Practically, such illumination can only be approached by selecting
a parabolic reflector having a focal length to diameter ratio (f/D)
matched to the performance of an optimized feedhorn.
To optimize carrier (signal)-to-noise ratio (C/N), consideration
must be given to the amplifier to which the feedhorn is coupled.
While ten years ago, very high temperature amplifiers (on the order
of 600 Kelvin (K.)) were used, commonly 100 K. are now the industry
standard with 75 K. units becoming available.
One well-known prior art feedhorn available on the market today
maximizes C/N on a 0.375 f/D antenna using a 120 K. amplifier. The
feedhorn comprises a circular waveguide having a corrugated plate
disposed around the outside of the aperture at one end of the
waveguide and including a 1/4 wave transformer at the other end of
the waveguide for impedance matching and coupling to the amplifier.
See for example, U.S. patent applications Ser. Nos. 271,815 or
322,446, now U.S. Pat. No. 4,414,516, filed by the inventor and
assigned to the assignee hereof, and incorporated by reference as
if fully set forth herein. Such a feedhorn provides relatively
uniform illumination across the parabolic reflector, its
characteristic signal over the bandwidth of interest having
relatively steep skirts and a substantially flat top by properly
selecting the diameter of the circular waveguide for the center
frequency of interest, and by properly locating the corrugated
plate with respect to the outside of the aperture of the
waveguide.
With advances in amplifier technology, the need for further
advancement of antenna technology is clear. Broad bandwidth and
wide beamwidth for uniform illumination of the parabolic reflector
and steep side skirts of the emitted signal pattern is required to
meet improved amplifier performance. The ideal signal pattern is
flat-topped, having infinitely steep skirts. Furthermore, the
pattern should be approximately equal (symmetrical) in the E and H
planes which are orthogonal to each other.
E and H plane symmetry is desirable because most communications
satellites in use today emit two orthogonal signals which must be
received. To achieve E and H plane symmetry the aperture of the
feedhorn in the E plane should be smaller than that in the H plane.

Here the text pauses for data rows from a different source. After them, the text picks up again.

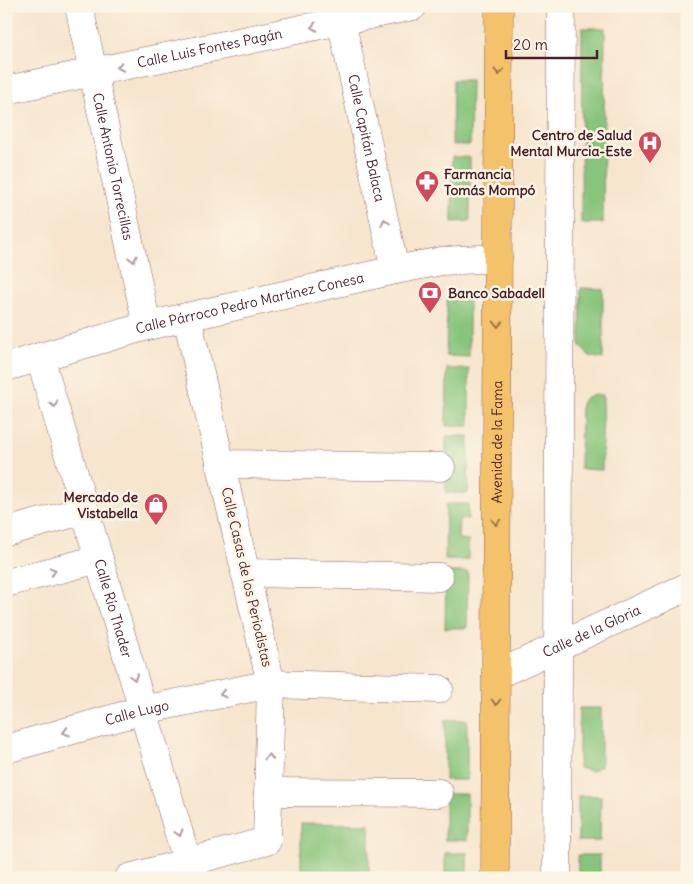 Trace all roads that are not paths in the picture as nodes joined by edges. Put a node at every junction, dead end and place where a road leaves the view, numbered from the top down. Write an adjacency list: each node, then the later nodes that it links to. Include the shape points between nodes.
1 (79, 6): 6 (street, Calle Antonio Torrecillas)
2 (413, 6): 5 (street, Calle Luis Fontes Pagán)
3 (499, 6): 8 (main road, Avenida de la Fama, one-way to 8)
4 (561, 6): 23 (street)
5 (340, 14): 6 (street, Calle Luis Fontes Pagán, one-way to 6); 9 (street, Calle Capitán Balaca, one-way to 5)
6 (93, 72): 7 (street, Calle Luis Fontes Pagán); 11 (street, Calle Antonio Torrecillas, one-way to 11)
7 (6, 90)
8 (498, 258): 9 (street, Calle Párroco Pedro Martínez Conesa, via 442,261); 24 (main road, Avenida de la Fama, one-way to 24)
9 (395, 270): 10 (street, Calle Párroco Pedro Martínez Conesa)
10 (187, 317): 11 (street, Calle Párroco Pedro Martínez Conesa); 14 (street, Calle Casas de los Periodistas)
11 (148, 326): 12 (street, Calle Párroco Pedro Martínez Conesa)
12 (40, 357): 13 (street, Calle Párroco Pedro Martínez Conesa); 16 (street, Calle Río Thader, one-way to 16)
13 (6, 367)
14 (220, 464): 15 (street); 19 (street, Calle Casas de los Periodistas)
15 (441, 467)
16 (85, 510): 17 (street); 18 (street, Calle Río Thader)
17 (6, 532)
18 (99, 559): 21 (street, one-way to 18); 27 (street, Calle Río Thader, one-way to 27)
19 (246, 573): 20 (street); 25 (street, Calle Casas de los Periodistas)
20 (439, 576)
21 (6, 583)
22 (687, 587): 23 (street, Calle de la Gloria)
23 (558, 646): 24 (street, Calle de la Gloria); 34 (street)
24 (496, 675): 33 (main road, Avenida de la Fama, one-way to 33)
25 (271, 684): 26 (street, Calle Lugo); 27 (street, Calle Lugo, one-way to 27); 29 (street, Calle Casas de los Periodistas, one-way to 25)
26 (439, 689)
27 (143, 710): 28 (street, Calle Lugo, one-way to 28); 31 (street, Calle Río Thader, one-way to 31)
28 (6, 748)
29 (268, 792): 30 (street); 31 (street, Calle Casas de los Periodistas, via 267,841)
30 (433, 793)
31 (187, 862): 32 (street)
32 (129, 878)
33 (495, 878)
34 (557, 878)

This configuration arises because the electric field of the H plane
is sinusoidally distributed across the diameter of the waveguide
and there is no current in the sidewalls of the waveguide. However,
the electric field of the E plane causes current to flow in the
sidewalls of the waveguide which, upon reaching the aperture, flows
down the outside of the waveguide and makes the aperture appear
larger. Thus, by reducing the E plane dimension appropriately, the
critically equivalent apertures for approximately equal E and H
plane beamwidths are produced.
A circular waveguide is used in most present-day feedhorns because
it is the most convenient way to receive the two orthogonal signals
transmitted by communications satellites. However, obviously it is
not possible to reduce only E plane beamwidths by reducing the
aperture of a circular waveguide in one dimension without
simultaneously affecting the other dimension which affects H plane
beamwidth.
It is well understood that signal beamwidth can be controlled by
changing aperture size. The smaller the aperture, the wider the
pattern for both the E and H plane beamwidths. It is also well
understood that beamwidth can be controlled by adding a plate
around the aperture of the circular waveguide of the feedhorn, such
plates having various configurations, sizes and location behind the
aperture. Depending on location, the aperture of the circular
waveguide appears to protrude beyond the plane of the plate.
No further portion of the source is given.